In fact, we had swapped the talon used for this with the exact same one from the practice robot (we had put a pretty old one on the comp bot before bag), so at competition it was actually the exact same hardware we used when it worked, except for the actual encoder. So I don’t see this being a talon firmware version issue or similar.
Has anyone seen this before? I had assumed from reading and observing the practice robot that the absolute encoder position is held across power cycles. Is this not the case? Did we just get freakishly lucky with the encoder magnet placement on the practice robot?
We’ve had the exact issues Steve is describing on our lift as well. Any movement in a mechanism with the power off drifts the SRX absolute encoders values.
We are considering adding a “findzero()” method to the elevator and arm in the robot init. Basic idea is to move up 100 ticks, then move down until hit limit.
Welcome any comments from any team that has done something similar, and how well it worked out - or if there is a better technique.
The time it takes for the zeroing to happen is not instantaneous, and not negligible either. There will be some delay, stemming from the time it takes to send out the CAN message (will be dependent on CAN bus load and the Talon CAN ID) and then Talon to then send a message back with a 0 encoder reading (the default Talon config sends the status frames at 20ms frequency). This was enough of an issue for us that we decided to handle the zeroing logic onboard instead.
Another option is issuing the zero command but not starting your movement until you get a zero position response (should only take a few ticks through).
The CTRE libraries actually already handle this if you set a large enough timeout in the zeroing call, but we decided it was easy enough to implement our own zeroing method.
While it really isn’t a lot of extra time (~20ms), one of our zeroing methods involves running against a hard stop at low voltage and sensing the stall condition with current draw, so minimizing the time spent stalling here was seen as a plus.
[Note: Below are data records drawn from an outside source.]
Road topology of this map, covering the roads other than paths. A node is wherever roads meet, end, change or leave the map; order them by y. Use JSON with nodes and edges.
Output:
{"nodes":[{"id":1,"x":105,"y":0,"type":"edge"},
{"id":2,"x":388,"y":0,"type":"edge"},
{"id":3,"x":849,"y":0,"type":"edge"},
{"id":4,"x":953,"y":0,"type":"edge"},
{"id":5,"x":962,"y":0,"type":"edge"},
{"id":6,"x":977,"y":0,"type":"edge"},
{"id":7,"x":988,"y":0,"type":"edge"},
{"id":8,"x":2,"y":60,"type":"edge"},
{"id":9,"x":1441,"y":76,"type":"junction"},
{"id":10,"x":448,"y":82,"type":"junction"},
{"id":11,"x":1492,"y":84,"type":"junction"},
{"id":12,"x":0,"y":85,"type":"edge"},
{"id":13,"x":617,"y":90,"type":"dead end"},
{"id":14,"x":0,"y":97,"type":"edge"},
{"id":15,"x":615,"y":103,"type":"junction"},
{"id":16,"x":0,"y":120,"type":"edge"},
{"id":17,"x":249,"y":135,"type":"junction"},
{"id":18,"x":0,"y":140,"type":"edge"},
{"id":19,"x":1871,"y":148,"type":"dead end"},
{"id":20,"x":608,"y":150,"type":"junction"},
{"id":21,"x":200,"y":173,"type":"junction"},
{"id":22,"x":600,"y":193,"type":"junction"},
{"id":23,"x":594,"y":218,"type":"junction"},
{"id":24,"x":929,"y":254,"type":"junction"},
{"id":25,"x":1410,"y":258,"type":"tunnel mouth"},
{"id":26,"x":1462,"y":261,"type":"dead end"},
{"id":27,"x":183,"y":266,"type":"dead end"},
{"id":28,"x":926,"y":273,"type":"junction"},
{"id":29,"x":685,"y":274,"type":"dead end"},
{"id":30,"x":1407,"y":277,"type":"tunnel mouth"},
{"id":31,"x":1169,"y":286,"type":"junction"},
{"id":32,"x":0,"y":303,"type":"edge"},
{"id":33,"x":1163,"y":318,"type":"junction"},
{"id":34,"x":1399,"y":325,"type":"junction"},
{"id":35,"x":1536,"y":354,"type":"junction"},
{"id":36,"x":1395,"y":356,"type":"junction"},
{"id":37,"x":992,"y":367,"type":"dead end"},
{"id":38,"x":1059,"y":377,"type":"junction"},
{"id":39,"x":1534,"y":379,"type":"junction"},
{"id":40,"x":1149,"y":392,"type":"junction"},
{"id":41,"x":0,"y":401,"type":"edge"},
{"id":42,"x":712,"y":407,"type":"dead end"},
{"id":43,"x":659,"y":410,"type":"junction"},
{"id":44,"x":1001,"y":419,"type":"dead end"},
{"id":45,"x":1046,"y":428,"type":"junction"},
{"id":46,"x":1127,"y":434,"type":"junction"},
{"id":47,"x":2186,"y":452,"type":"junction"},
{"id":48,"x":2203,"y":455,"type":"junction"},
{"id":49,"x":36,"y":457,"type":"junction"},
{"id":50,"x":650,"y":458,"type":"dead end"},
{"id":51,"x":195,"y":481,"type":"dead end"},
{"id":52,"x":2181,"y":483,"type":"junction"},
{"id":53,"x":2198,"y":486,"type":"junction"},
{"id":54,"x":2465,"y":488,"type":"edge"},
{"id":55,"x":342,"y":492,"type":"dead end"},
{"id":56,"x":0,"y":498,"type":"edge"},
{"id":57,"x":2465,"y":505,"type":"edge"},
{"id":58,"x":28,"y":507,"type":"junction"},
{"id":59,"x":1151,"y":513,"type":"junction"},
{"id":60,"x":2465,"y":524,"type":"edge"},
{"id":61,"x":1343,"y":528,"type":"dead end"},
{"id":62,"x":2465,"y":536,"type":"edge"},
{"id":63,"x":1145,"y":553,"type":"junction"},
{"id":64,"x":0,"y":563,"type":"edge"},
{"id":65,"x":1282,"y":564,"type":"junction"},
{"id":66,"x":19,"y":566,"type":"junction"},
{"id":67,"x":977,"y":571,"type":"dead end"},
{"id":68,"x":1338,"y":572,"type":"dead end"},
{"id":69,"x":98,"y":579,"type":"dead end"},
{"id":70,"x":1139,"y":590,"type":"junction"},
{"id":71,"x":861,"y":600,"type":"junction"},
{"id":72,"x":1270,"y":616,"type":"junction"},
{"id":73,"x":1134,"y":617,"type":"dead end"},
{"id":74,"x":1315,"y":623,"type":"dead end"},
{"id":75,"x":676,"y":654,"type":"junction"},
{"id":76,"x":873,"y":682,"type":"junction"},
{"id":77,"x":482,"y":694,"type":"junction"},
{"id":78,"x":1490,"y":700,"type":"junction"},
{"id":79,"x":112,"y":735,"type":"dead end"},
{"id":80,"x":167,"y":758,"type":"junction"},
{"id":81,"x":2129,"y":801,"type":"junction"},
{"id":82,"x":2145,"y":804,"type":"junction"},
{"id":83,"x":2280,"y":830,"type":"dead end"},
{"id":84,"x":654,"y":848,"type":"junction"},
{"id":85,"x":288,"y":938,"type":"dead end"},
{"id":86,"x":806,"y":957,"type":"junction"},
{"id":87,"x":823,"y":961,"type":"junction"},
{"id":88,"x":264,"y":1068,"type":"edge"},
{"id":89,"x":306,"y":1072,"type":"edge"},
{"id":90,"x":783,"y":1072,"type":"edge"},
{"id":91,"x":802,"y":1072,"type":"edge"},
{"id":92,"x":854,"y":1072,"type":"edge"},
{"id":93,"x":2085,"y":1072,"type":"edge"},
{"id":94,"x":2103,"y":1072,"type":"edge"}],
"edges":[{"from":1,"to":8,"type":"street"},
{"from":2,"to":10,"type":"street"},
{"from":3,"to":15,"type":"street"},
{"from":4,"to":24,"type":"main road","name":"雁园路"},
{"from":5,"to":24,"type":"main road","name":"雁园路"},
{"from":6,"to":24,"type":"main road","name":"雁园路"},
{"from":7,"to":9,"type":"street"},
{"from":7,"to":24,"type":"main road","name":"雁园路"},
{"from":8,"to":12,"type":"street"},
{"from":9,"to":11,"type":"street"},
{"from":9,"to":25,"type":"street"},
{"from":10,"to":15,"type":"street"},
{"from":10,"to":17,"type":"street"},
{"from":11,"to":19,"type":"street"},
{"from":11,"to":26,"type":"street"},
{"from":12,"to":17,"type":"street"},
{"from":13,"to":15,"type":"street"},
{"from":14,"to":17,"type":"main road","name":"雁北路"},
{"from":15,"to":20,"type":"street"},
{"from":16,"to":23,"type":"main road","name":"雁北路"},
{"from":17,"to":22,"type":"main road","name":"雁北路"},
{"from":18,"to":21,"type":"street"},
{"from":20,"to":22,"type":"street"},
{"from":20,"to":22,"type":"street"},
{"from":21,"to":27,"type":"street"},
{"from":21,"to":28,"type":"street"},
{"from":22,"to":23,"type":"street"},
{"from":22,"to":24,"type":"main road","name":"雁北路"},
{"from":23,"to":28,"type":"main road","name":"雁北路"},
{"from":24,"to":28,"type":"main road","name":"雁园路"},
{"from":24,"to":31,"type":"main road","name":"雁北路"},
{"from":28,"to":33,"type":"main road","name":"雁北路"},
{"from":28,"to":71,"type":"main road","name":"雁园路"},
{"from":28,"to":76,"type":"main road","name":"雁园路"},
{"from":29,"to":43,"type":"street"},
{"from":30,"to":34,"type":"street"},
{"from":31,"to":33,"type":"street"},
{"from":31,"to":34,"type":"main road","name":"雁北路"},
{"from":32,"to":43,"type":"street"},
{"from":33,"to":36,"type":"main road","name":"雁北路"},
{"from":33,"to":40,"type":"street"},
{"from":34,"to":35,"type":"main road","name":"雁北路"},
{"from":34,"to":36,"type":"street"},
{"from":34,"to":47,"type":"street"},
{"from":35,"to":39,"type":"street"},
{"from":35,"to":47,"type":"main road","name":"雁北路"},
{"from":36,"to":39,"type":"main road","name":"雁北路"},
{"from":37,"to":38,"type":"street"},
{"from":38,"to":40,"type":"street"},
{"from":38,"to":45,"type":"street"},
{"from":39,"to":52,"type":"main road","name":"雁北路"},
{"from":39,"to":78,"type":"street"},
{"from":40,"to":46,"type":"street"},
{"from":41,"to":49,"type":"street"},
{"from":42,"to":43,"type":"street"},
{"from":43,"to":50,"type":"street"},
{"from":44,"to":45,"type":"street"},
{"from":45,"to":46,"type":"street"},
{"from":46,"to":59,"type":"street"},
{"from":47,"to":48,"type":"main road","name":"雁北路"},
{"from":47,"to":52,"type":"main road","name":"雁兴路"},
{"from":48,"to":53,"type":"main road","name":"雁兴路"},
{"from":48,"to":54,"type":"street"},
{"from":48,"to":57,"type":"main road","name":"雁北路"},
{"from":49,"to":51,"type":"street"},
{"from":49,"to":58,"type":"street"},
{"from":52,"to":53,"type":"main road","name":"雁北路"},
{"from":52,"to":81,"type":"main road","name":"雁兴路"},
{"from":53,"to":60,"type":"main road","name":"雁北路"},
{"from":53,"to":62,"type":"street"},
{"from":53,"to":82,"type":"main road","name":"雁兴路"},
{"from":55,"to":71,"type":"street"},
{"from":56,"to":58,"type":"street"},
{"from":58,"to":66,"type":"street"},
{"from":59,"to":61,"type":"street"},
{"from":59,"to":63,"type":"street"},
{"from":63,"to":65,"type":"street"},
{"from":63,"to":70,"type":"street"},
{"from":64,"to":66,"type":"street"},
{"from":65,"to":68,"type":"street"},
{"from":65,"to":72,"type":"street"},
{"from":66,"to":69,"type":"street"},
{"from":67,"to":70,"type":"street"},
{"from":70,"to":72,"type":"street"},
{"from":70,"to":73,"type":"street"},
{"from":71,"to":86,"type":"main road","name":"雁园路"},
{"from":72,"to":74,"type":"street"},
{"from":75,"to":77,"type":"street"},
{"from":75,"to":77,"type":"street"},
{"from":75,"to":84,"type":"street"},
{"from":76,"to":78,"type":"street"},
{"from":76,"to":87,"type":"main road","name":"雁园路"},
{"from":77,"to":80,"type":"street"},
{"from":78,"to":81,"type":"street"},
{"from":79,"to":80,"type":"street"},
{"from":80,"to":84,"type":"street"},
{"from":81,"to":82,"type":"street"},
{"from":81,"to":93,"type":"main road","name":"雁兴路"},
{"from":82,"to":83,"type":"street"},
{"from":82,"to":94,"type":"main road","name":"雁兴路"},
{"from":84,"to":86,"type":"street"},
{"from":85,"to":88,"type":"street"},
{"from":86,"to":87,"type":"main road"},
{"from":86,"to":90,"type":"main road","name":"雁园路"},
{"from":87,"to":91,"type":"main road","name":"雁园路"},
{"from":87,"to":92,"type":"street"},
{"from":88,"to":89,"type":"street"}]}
Our 2 TalonSRX drives and Mag encoders zero when the reverse Limit switches that are wired direct to the TalonSRX are made. If we feel the lift is off we command the lift down using controlMode.PercentVbuss at a safe speed. Two things happen when the switches are made. 1 The motors stop. 2 The encoders zero. Also when the motors are being commanded using controlMode.MotionMagic if by chance the switches are made again the system is re-zeroed.
A parameter value of "1" will enable the feature while a parameter of "0" will disable the feature. SubValue and Ordinal are not used for this config.
Java -
//Configure Talon to clear sensor position on Forward Limit
_talon.configSetParameter(ParamEnum.eClearPositionOnLimitF, 1, 0, 0, 10);
or
//Configure Talon to clear sensor position on Reverse Limit
_talon.configSetParameter(ParamEnum.eClearPositionOnLimitR, 1, 0, 0, 10);
Another thing to note here in the difference between these methods. The value returned by these methods are all derived from different CAN messages sent by the Talon at different frequencies. getPulseWidthPosition() is from Pulse Width Status 8 (160ms). getQuadraturePosition() is from Quadrature Encoder Status 3 (160ms). getSelectedSensorPosition() is from Feedback0 Status 2 (20ms).
SetStatusFramePeriod() can be used to adjust these frequencies, but be wary of bus load when increasing these.
Documentation is not available for this feature, just note the ParamEnum.eClearPositionOnLimitF, #, 0, 0, 10) Only change the # 1=enabled 0=disabled. I assume the 10 is the time out.